Hyponatraemia is the most commonly recorded electrolyte abnormality occurring in 7% to 8% of elderly, ambulatory patients and 15 to 20% of hospitalized patients presenting a variety of symptoms ranging from very mild to life threatening. Correction of hyponatremia has been shown to improve the symptoms and signs associated with this condition. It is also recognized that excessively rapid correction of hyponatremia can be detrimental. During hospital admission, hyponatremia is also associated with increased length of stay and worse primary clinical outcomes. Fluid restriction remains the mainstay of treatment for moderate hyponatremia associated with SIADH. However, fluid restriction is often challenging and unpleasant for patients and when therapies such as chemotherapy for malignant disease are planned it is not a preferred option due to risk of dehydration and acute kidney injury. We describe a Case of 71 years male who presented with recurrent admission with severe hyponatremia (SIADH) due to metastatic small cell cancer which failed to response to standard treatment of SIADH including using demeclocyline therapy and as a sequence to failure of correcting hyponatremia, his chemotherapy treatment has been postponed on a few occasions.

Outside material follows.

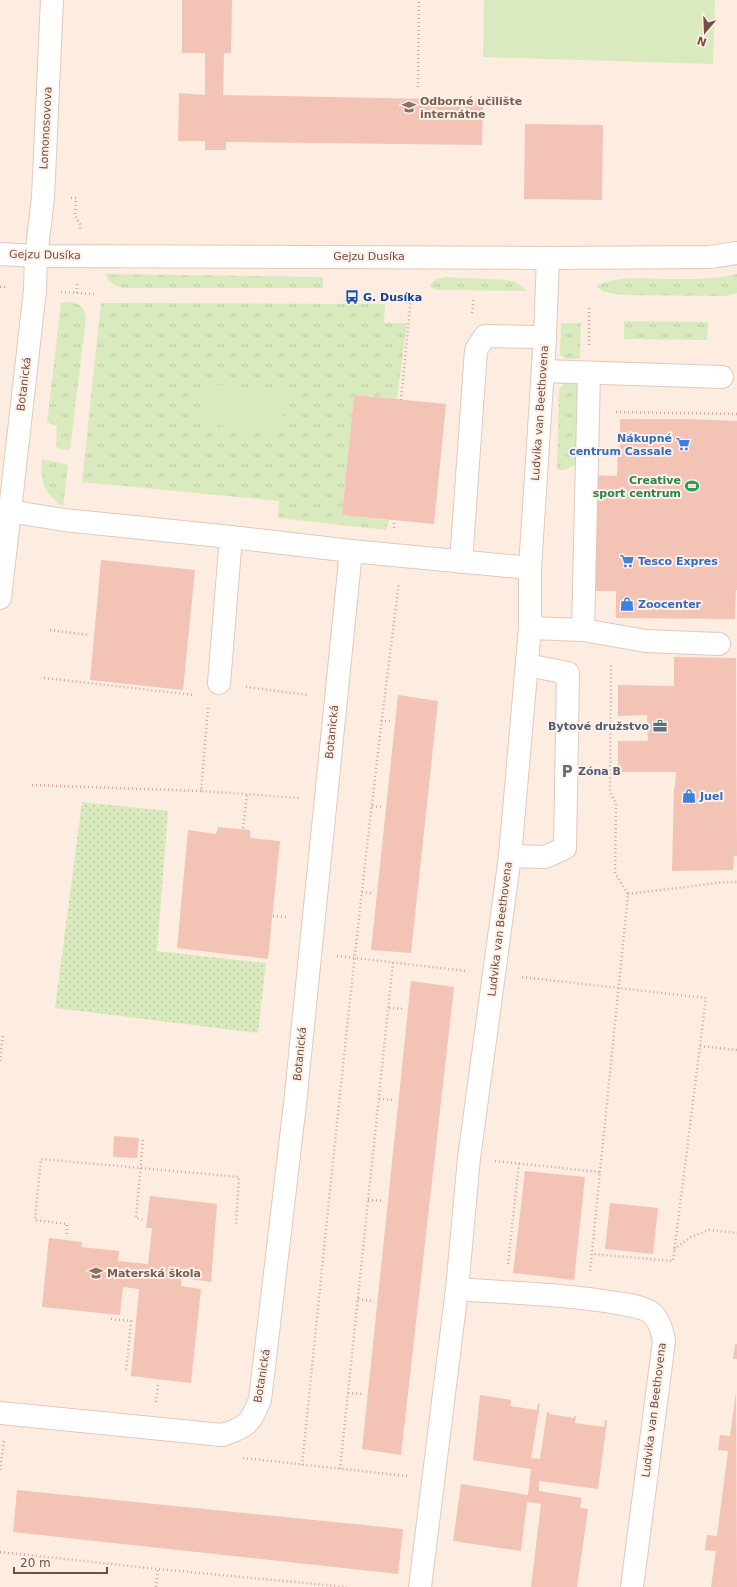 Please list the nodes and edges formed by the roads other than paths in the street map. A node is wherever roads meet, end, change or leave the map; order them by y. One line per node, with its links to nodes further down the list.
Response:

We decided to treat his hyponatremia by using Tolvaptan which is an antagonism at the V2 receptor causes a decrease in the number of aquaporin-2 channels in the renal collecting tubules, resulting in decreased water reabsorption, a net increase in free water excretion, and an increase in serum sodium concentrations. Sodium improved with a few days and he had not a further admission with similar problems and he had his chemotherapy treatment for the lung cancer.
Conclusion: This case highlights the importance of the use of Tolvaptan in patients with recurrent admission with hyponatremia and to patients who are chemotherapy postponed. It helps to reduce the length of hospital stay & avoid delaying chemotherapy.